● ASSIGNED TASK:
In your copy of the entries below, keep every word exactly and leave out all images.

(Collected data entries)

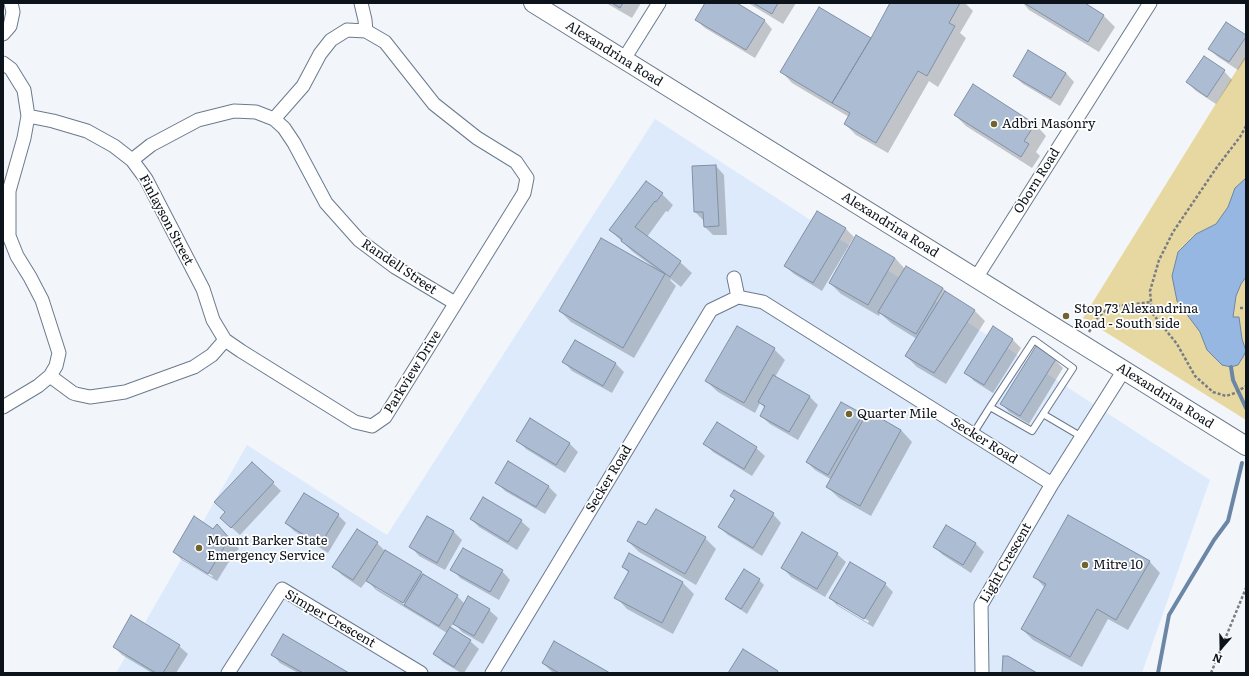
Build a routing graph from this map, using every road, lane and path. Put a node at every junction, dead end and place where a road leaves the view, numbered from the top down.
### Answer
1 (11, 3) edge
2 (361, 3) edge
3 (533, 3) edge
4 (659, 3) edge
5 (1150, 3) edge
6 (366, 31) junction
7 (3, 34) edge
8 (624, 59) junction
9 (3, 63) edge
10 (28, 116) junction
11 (274, 119) junction
12 (1246, 126) edge
13 (132, 160) junction
14 (6, 206) edge
15 (734, 278) dead end
16 (976, 278) junction
17 (738, 297) junction
18 (1151, 302) junction
19 (455, 304) junction
20 (1240, 308) dead end
21 (1246, 308) edge
22 (225, 340) junction
23 (1082, 344) junction
24 (1124, 370) junction
25 (50, 376) junction
26 (1246, 386) edge
27 (990, 407) junction
28 (3, 408) edge
29 (1043, 414) junction
30 (973, 434) junction
31 (1082, 437) junction
32 (1246, 446) edge
33 (1052, 484) junction
34 (1246, 588) edge
35 (228, 673) edge
36 (422, 673) edge
37 (492, 673) edge
38 (982, 673) edge
39 (1210, 673) edge

1 - 7 street
2 - 6 street
3 - 8 main road, Alexandrina Road
4 - 8 street
5 - 16 street, Oborn Road
6 - 11 street, Parkview Drive
6 - 19 street, Parkview Drive
8 - 16 main road, Alexandrina Road
9 - 10 street
10 - 13 street, Finlayson Street
10 - 14 street
11 - 13 street, Randell Street
11 - 19 street, Randell Street
12 - 18 path
13 - 22 street, Finlayson Street
14 - 25 street
15 - 17 street
16 - 23 main road, Alexandrina Road
17 - 30 street, Secker Road
17 - 37 street, Secker Road
18 - 23 path
18 - 26 path
19 - 22 street, Parkview Drive
20 - 21 path
22 - 25 street
23 - 24 main road, Alexandrina Road
24 - 31 street
24 - 32 main road, Alexandrina Road
25 - 28 street
27 - 29 lane
27 - 29 lane
27 - 30 lane
29 - 31 lane
30 - 33 street, Secker Road
31 - 33 street
33 - 38 street, Light Crescent
34 - 39 path
35 - 36 street, Simper Crescent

● EXPECTED ANSWER:
Build a routing graph from this map, using every road, lane and path. Put a node at every junction, dead end and place where a road leaves the view, numbered from the top down.
### Answer
1 (11, 3) edge
2 (361, 3) edge
3 (533, 3) edge
4 (659, 3) edge
5 (1150, 3) edge
6 (366, 31) junction
7 (3, 34) edge
8 (624, 59) junction
9 (3, 63) edge
10 (28, 116) junction
11 (274, 119) junction
12 (1246, 126) edge
13 (132, 160) junction
14 (6, 206) edge
15 (734, 278) dead end
16 (976, 278) junction
17 (738, 297) junction
18 (1151, 302) junction
19 (455, 304) junction
20 (1240, 308) dead end
21 (1246, 308) edge
22 (225, 340) junction
23 (1082, 344) junction
24 (1124, 370) junction
25 (50, 376) junction
26 (1246, 386) edge
27 (990, 407) junction
28 (3, 408) edge
29 (1043, 414) junction
30 (973, 434) junction
31 (1082, 437) junction
32 (1246, 446) edge
33 (1052, 484) junction
34 (1246, 588) edge
35 (228, 673) edge
36 (422, 673) edge
37 (492, 673) edge
38 (982, 673) edge
39 (1210, 673) edge

1 - 7 street
2 - 6 street
3 - 8 main road, Alexandrina Road
4 - 8 street
5 - 16 street, Oborn Road
6 - 11 street, Parkview Drive
6 - 19 street, Parkview Drive
8 - 16 main road, Alexandrina Road
9 - 10 street
10 - 13 street, Finlayson Street
10 - 14 street
11 - 13 street, Randell Street
11 - 19 street, Randell Street
12 - 18 path
13 - 22 street, Finlayson Street
14 - 25 street
15 - 17 street
16 - 23 main road, Alexandrina Road
17 - 30 street, Secker Road
17 - 37 street, Secker Road
18 - 23 path
18 - 26 path
19 - 22 street, Parkview Drive
20 - 21 path
22 - 25 street
23 - 24 main road, Alexandrina Road
24 - 31 street
24 - 32 main road, Alexandrina Road
25 - 28 street
27 - 29 lane
27 - 29 lane
27 - 30 lane
29 - 31 lane
30 - 33 street, Secker Road
31 - 33 street
33 - 38 street, Light Crescent
34 - 39 path
35 - 36 street, Simper Crescent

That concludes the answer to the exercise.